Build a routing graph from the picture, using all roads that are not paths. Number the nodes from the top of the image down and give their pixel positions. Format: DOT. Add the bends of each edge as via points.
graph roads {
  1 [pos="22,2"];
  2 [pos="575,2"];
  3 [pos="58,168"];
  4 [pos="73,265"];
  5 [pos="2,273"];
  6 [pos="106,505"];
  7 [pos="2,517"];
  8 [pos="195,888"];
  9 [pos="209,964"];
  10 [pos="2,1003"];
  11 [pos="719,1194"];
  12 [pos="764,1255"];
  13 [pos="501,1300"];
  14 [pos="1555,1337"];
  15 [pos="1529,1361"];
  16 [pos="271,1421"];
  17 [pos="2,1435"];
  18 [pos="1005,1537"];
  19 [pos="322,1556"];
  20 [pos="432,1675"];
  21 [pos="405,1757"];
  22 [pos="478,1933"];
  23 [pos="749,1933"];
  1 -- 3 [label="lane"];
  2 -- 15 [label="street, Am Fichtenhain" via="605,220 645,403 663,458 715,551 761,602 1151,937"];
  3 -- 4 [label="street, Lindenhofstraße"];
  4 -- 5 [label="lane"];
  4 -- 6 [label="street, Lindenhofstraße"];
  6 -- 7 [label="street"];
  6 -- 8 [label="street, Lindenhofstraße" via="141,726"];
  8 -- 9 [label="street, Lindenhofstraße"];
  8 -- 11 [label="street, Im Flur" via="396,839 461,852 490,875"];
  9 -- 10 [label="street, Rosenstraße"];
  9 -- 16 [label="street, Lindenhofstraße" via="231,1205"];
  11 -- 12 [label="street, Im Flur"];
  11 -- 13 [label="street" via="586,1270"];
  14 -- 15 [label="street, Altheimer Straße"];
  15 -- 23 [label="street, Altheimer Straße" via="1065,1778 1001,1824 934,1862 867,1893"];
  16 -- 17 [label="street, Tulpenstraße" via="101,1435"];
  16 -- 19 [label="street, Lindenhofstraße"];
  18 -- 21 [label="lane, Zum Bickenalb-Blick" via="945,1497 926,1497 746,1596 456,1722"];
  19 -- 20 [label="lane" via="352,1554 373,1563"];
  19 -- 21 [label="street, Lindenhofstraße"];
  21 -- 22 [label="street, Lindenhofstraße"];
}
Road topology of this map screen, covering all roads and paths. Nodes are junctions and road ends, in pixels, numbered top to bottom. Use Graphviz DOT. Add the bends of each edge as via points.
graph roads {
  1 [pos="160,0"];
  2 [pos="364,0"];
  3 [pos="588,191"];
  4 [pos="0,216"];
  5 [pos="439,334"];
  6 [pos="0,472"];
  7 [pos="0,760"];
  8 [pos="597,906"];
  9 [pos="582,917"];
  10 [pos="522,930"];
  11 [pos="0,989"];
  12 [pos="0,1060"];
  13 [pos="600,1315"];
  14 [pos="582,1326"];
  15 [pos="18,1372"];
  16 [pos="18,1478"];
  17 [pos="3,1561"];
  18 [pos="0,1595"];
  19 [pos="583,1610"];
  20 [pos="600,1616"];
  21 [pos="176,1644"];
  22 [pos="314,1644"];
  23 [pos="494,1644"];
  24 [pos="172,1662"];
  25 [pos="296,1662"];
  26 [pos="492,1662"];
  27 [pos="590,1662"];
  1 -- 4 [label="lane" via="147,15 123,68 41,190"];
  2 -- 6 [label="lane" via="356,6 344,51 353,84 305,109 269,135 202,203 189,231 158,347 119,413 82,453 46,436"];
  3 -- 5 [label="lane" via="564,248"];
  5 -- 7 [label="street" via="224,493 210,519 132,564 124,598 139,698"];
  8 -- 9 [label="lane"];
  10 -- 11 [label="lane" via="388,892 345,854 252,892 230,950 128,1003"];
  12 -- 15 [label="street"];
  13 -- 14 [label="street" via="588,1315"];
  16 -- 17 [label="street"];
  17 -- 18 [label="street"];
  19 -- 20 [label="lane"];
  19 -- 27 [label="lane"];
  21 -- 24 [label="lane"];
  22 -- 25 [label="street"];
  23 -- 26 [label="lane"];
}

----

◆ The problem: Copy every record above exactly as it is.

◆ Answer for the task:
Build a routing graph from the picture, using all roads that are not paths. Number the nodes from the top of the image down and give their pixel positions. Format: DOT. Add the bends of each edge as via points.
graph roads {
  1 [pos="22,2"];
  2 [pos="575,2"];
  3 [pos="58,168"];
  4 [pos="73,265"];
  5 [pos="2,273"];
  6 [pos="106,505"];
  7 [pos="2,517"];
  8 [pos="195,888"];
  9 [pos="209,964"];
  10 [pos="2,1003"];
  11 [pos="719,1194"];
  12 [pos="764,1255"];
  13 [pos="501,1300"];
  14 [pos="1555,1337"];
  15 [pos="1529,1361"];
  16 [pos="271,1421"];
  17 [pos="2,1435"];
  18 [pos="1005,1537"];
  19 [pos="322,1556"];
  20 [pos="432,1675"];
  21 [pos="405,1757"];
  22 [pos="478,1933"];
  23 [pos="749,1933"];
  1 -- 3 [label="lane"];
  2 -- 15 [label="street, Am Fichtenhain" via="605,220 645,403 663,458 715,551 761,602 1151,937"];
  3 -- 4 [label="street, Lindenhofstraße"];
  4 -- 5 [label="lane"];
  4 -- 6 [label="street, Lindenhofstraße"];
  6 -- 7 [label="street"];
  6 -- 8 [label="street, Lindenhofstraße" via="141,726"];
  8 -- 9 [label="street, Lindenhofstraße"];
  8 -- 11 [label="street, Im Flur" via="396,839 461,852 490,875"];
  9 -- 10 [label="street, Rosenstraße"];
  9 -- 16 [label="street, Lindenhofstraße" via="231,1205"];
  11 -- 12 [label="street, Im Flur"];
  11 -- 13 [label="street" via="586,1270"];
  14 -- 15 [label="street, Altheimer Straße"];
  15 -- 23 [label="street, Altheimer Straße" via="1065,1778 1001,1824 934,1862 867,1893"];
  16 -- 17 [label="street, Tulpenstraße" via="101,1435"];
  16 -- 19 [label="street, Lindenhofstraße"];
  18 -- 21 [label="lane, Zum Bickenalb-Blick" via="945,1497 926,1497 746,1596 456,1722"];
  19 -- 20 [label="lane" via="352,1554 373,1563"];
  19 -- 21 [label="street, Lindenhofstraße"];
  21 -- 22 [label="street, Lindenhofstraße"];
}
Road topology of this map screen, covering all roads and paths. Nodes are junctions and road ends, in pixels, numbered top to bottom. Use Graphviz DOT. Add the bends of each edge as via points.
graph roads {
  1 [pos="160,0"];
  2 [pos="364,0"];
  3 [pos="588,191"];
  4 [pos="0,216"];
  5 [pos="439,334"];
  6 [pos="0,472"];
  7 [pos="0,760"];
  8 [pos="597,906"];
  9 [pos="582,917"];
  10 [pos="522,930"];
  11 [pos="0,989"];
  12 [pos="0,1060"];
  13 [pos="600,1315"];
  14 [pos="582,1326"];
  15 [pos="18,1372"];
  16 [pos="18,1478"];
  17 [pos="3,1561"];
  18 [pos="0,1595"];
  19 [pos="583,1610"];
  20 [pos="600,1616"];
  21 [pos="176,1644"];
  22 [pos="314,1644"];
  23 [pos="494,1644"];
  24 [pos="172,1662"];
  25 [pos="296,1662"];
  26 [pos="492,1662"];
  27 [pos="590,1662"];
  1 -- 4 [label="lane" via="147,15 123,68 41,190"];
  2 -- 6 [label="lane" via="356,6 344,51 353,84 305,109 269,135 202,203 189,231 158,347 119,413 82,453 46,436"];
  3 -- 5 [label="lane" via="564,248"];
  5 -- 7 [label="street" via="224,493 210,519 132,564 124,598 139,698"];
  8 -- 9 [label="lane"];
  10 -- 11 [label="lane" via="388,892 345,854 252,892 230,950 128,1003"];
  12 -- 15 [label="street"];
  13 -- 14 [label="street" via="588,1315"];
  16 -- 17 [label="street"];
  17 -- 18 [label="street"];
  19 -- 20 [label="lane"];
  19 -- 27 [label="lane"];
  21 -- 24 [label="lane"];
  22 -- 25 [label="street"];
  23 -- 26 [label="lane"];
}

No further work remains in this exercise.